**Assignment:**
Give back a single number: the count of lines in the data that contain the string "Nəbiyev".
---------- Provided records
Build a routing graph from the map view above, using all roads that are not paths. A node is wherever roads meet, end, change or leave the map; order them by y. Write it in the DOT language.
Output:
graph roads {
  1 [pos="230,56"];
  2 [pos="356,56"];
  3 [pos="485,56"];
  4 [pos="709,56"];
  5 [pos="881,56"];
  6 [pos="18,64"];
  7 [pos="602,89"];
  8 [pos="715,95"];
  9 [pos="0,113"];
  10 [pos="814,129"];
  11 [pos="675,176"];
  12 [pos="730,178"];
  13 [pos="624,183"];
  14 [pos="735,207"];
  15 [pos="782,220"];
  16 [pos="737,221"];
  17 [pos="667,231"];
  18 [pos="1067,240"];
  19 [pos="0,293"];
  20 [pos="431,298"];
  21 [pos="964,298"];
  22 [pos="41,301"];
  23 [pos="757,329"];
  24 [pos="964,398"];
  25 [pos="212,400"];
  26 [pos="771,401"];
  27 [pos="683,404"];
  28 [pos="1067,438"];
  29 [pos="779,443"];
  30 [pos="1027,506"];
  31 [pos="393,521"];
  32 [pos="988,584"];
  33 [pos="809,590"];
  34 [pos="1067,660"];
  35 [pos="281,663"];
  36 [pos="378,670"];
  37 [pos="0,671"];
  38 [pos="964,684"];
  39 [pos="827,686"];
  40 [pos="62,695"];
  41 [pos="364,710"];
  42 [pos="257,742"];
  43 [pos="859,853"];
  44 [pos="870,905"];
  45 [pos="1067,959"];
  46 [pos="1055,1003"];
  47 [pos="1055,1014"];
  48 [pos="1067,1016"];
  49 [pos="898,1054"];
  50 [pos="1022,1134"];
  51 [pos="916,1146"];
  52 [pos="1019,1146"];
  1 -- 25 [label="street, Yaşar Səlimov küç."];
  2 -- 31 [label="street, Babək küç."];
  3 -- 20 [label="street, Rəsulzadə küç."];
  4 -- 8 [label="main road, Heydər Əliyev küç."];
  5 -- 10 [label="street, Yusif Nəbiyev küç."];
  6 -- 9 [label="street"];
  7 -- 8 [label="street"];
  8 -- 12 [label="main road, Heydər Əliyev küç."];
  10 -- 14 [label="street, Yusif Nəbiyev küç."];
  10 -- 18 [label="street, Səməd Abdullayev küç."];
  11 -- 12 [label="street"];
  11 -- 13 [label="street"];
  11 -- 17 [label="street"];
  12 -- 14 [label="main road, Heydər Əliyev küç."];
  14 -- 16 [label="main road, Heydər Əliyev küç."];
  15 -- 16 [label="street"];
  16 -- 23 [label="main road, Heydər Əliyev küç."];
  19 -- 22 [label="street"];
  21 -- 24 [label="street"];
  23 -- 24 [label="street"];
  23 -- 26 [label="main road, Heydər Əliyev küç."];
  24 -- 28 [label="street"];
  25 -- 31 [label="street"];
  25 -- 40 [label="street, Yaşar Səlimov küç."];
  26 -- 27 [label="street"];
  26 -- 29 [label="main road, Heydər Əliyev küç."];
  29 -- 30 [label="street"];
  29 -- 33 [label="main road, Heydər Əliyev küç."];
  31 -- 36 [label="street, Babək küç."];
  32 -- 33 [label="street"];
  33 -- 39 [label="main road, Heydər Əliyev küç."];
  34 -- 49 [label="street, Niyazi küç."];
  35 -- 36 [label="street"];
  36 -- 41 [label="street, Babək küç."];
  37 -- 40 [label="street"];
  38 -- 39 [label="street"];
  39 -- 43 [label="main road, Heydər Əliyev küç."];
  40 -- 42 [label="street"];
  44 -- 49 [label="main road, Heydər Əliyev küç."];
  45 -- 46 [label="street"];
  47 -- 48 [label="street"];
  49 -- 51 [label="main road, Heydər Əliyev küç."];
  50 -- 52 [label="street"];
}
--------------------
**Completed task:**
2